Stored items:
....

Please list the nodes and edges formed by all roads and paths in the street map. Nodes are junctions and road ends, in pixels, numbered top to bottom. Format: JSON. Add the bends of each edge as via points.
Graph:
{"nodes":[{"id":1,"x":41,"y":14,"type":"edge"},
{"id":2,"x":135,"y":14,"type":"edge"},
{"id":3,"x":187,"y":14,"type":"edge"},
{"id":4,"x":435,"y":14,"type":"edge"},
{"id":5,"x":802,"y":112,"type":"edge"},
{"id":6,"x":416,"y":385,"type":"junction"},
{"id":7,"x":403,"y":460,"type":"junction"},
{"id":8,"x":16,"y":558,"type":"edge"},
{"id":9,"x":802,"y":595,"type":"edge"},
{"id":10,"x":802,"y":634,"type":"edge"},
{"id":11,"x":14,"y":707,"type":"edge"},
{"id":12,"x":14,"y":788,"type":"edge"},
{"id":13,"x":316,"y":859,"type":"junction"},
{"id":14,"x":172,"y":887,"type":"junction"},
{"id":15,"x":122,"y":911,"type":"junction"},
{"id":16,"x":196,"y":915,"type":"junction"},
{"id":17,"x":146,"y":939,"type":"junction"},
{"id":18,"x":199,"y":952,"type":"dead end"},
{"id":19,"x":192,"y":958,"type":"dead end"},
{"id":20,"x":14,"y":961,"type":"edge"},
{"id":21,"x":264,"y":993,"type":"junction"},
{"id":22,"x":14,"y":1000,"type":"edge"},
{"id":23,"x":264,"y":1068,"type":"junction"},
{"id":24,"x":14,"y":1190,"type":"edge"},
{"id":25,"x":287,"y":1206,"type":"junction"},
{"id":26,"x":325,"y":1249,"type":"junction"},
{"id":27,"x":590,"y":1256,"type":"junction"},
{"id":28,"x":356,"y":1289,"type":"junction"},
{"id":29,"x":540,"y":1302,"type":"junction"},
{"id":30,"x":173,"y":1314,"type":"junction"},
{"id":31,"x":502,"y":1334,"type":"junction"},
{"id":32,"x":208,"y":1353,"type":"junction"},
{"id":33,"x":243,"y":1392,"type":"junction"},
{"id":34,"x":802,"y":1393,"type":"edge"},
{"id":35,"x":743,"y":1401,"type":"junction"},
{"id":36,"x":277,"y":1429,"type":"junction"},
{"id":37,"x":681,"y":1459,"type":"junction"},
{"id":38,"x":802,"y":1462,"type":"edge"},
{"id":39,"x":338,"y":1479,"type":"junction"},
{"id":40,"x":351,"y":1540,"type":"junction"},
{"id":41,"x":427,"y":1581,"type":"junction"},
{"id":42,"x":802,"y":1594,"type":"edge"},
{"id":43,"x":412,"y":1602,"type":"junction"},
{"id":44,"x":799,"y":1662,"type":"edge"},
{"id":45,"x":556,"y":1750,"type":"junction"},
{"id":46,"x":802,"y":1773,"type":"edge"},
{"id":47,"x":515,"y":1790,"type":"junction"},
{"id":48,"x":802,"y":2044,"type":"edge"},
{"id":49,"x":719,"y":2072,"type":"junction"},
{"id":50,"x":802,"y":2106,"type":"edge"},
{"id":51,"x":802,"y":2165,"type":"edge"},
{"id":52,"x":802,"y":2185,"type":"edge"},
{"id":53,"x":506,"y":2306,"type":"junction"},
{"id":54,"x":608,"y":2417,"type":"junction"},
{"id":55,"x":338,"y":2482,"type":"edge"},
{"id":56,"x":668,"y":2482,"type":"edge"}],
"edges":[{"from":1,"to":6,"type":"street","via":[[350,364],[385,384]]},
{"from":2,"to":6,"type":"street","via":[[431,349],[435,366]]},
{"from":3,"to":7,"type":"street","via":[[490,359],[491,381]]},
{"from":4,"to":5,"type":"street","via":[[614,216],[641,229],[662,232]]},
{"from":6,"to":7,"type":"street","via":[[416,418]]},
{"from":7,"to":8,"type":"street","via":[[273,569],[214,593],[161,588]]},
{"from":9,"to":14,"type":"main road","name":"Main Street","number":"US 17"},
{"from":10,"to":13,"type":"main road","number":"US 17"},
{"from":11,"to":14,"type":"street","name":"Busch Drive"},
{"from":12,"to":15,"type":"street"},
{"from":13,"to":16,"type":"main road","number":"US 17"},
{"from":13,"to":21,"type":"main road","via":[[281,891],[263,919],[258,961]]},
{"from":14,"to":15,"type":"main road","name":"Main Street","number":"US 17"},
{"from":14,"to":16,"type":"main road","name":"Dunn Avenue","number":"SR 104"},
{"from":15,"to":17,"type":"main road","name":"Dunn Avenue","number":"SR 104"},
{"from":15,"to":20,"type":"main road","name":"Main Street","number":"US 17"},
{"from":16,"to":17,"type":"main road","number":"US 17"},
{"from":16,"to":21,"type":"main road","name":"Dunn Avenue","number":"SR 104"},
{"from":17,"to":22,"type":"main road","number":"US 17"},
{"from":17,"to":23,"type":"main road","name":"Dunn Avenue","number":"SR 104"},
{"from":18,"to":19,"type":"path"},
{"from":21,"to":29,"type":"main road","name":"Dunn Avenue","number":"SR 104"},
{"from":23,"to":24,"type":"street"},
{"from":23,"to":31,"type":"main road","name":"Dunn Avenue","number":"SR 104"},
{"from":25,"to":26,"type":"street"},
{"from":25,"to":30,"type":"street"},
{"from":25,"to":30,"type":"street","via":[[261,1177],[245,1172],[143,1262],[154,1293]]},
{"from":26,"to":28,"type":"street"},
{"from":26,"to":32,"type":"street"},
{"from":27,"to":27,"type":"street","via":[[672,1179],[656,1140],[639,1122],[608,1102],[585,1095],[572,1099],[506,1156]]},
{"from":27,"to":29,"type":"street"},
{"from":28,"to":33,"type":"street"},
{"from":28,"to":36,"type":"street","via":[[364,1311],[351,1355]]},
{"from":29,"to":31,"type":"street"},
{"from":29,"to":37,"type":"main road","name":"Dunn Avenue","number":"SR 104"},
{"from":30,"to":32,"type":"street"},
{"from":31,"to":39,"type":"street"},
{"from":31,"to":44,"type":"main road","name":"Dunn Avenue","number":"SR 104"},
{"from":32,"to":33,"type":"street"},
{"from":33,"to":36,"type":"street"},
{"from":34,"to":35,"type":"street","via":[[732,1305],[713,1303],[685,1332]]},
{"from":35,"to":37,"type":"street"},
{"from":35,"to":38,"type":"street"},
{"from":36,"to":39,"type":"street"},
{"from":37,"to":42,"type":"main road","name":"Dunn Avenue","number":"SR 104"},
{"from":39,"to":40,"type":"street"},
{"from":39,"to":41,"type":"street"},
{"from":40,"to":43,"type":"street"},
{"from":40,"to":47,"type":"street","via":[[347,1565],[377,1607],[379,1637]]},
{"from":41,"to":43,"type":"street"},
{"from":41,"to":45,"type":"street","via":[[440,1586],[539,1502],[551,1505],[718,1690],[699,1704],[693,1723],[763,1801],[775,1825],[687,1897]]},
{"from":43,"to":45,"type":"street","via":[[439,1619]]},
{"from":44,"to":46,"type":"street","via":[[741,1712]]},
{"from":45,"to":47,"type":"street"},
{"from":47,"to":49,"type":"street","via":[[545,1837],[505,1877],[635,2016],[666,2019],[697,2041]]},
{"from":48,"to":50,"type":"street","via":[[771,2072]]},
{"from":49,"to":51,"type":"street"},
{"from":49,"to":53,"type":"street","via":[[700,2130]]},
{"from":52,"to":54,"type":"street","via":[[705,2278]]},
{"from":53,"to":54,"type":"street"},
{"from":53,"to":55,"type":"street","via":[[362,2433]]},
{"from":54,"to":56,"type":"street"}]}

....

Lines above that include the string "dead" need to be copied.

• [TASK ANSWER]
{"id":18,"x":199,"y":952,"type":"dead end"},
{"id":19,"x":192,"y":958,"type":"dead end"},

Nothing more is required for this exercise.